この曲は、あらすじを意図的に変えて、病床にある彼女とあなたの恋愛物語になったことで、みょうにドラマティックな展開と曲調になっている。「三冊の厚い日記が 三年の恋つづります」とあるので、「愛と死をみつめて」のミコとマコの物語(3年間の文通だが)と「最後の一葉」の話を足して2で割ったような話か。

ま、へたな感想文だろうがなんだろうが、太田裕美の美しい姿が見れたので私はしあわせなのだが。

作詞:松本隆 作曲:筒美京平 編曲:萩田光雄

この手紙着いたらすぐに
お見舞いに来てくださいね
もう三日あなたを待って
窓ぎわの花も枯れたわ
街中を秋のクレヨンが
足ばやに染めあげてます
ハロー・グッバイ 悲しみ青春
別れた方が あなたにとって
倖せでしょう わがままですか

(略)



赤いハイヒール・蛇足

2009年11月27日 | アルバム「手作りの画集」
無事、スカパーに申し込むことができ、「夜のヒットスタジオ」1976年7月5日放送分を録画することができた。そして太田裕美のあの素直な笑顔を見ることができた。この放送では「山田パンダとジョイントコンサートがうんぬん」というテロップも流れ、YouTubeで公開されているものも再放送なのかもしれない。この録画はDVDに焼いて、我が家の家宝、と言っても太田裕美ファンは私だけなので、私の宝物として保管することにしよう。
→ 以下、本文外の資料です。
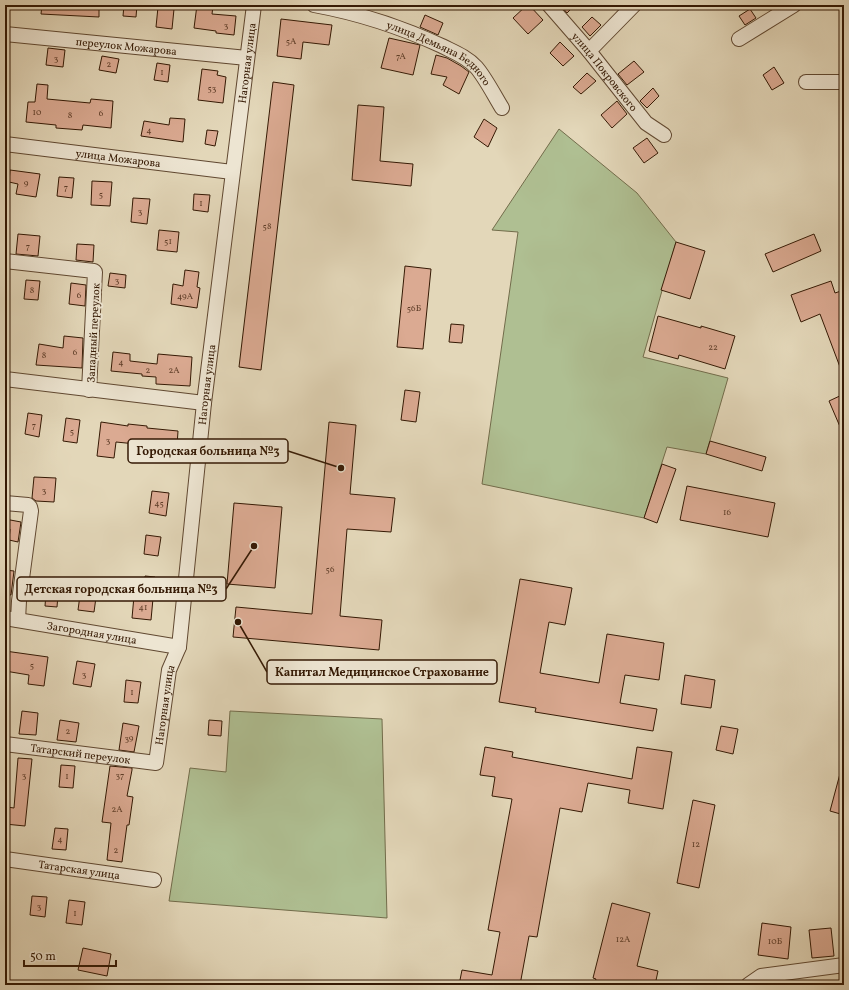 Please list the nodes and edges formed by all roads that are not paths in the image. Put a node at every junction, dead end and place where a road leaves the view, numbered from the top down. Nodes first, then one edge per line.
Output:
1 (254, 5) edge
2 (314, 5) edge
3 (549, 5) edge
4 (634, 5) edge
5 (794, 5) edge
6 (5, 34) edge
7 (739, 39) dead end
8 (589, 51) junction
9 (247, 58) junction
10 (806, 82) dead end
11 (844, 82) edge
12 (502, 108) dead end
13 (664, 135) dead end
14 (5, 144) edge
15 (232, 172) junction
16 (5, 261) edge
17 (5, 379) edge
18 (89, 390) junction
19 (204, 403) junction
20 (5, 502) edge
21 (11, 619) edge
22 (179, 647) junction
23 (5, 744) edge
24 (156, 763) joint
25 (5, 859) edge
26 (154, 880) dead end
27 (844, 965) edge
28 (748, 985) edge

1 - 9 street, Нагорная улица
2 - 12 street, улица Демьяна Бедного
3 - 8 street, улица Покровского
4 - 8 street
5 - 7 street
6 - 9 street, переулок Можарова
8 - 13 street, улица Покровского
9 - 15 street, Нагорная улица
10 - 11 street
14 - 15 street, улица Можарова
15 - 19 street, Нагорная улица
16 - 18 street, Западный переулок
17 - 18 street
18 - 19 street
19 - 22 street, Нагорная улица
20 - 21 street
21 - 22 street, Загородная улица
22 - 24 street, Нагорная улица
23 - 24 street, Татарский переулок
25 - 26 street, Татарская улица
27 - 28 street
で、その放送を見ていて気がついたことがあった。ある方がブログで「『手作りの画集』がカントリーポップ色が強く、『12ページの詩集』がフォーク色が強いとしたら、このアルバム(注 『こけてぃっしゅ』のこと)はシティポップ色が非常に強く出ています」と指摘していた。なるほど、「手作りの画集」はカントリーポップなのか。私はなんか、「手作りの画集」はいわゆるポップスよりのニューミュージック、「12ページの詩集」はフォークよりのニューミュージックのようなイメージを持っていたが、そうなのかもしれない。

たしかに「手作りの画集」のジャケットの絵(あまり似ていないと評判が悪いが)には、北海道辺りのカントリーな世界が描かれている。当時の私はこの背景を「都忘れ」の「風なびく麦畑 走り去る雲の影」あたりを素材にしているのかと思っていたが、そう言われればそうかもしれない。「都忘れ」もそうだが、「遠い夏休み」とかも田園風景が背景だし、「カントリー・ロード」はまんまそうだ。「赤いハイヒール」も都会と地方というようなテーマと言えばそう言えなくもない。

しかし私が気がついたのはそんな高度なことではなかった。もともと音楽的素養のない私には、どの曲が何調なのかさっぱりわからないのだから。私が気がついたのは、「夜ヒット」で「赤いハイヒール」を歌う太田裕美が着ていたヒラヒラフリフリが、どうもそれまでのヒラヒラフリフリと違うことだ。なんというかヒラヒラフリフリでもカントリーなヒラヒラフリフリなのだ。たとえて言えば、「まごころ」あたりが(ヒラヒラフリフリではないが)東欧的な衣装なら、「短編集」あたりは西欧のヒラヒラフリフリで、「赤いハイヒール」のころは「大草原の小さな家」あたりのヒラヒラフリフリなのだ。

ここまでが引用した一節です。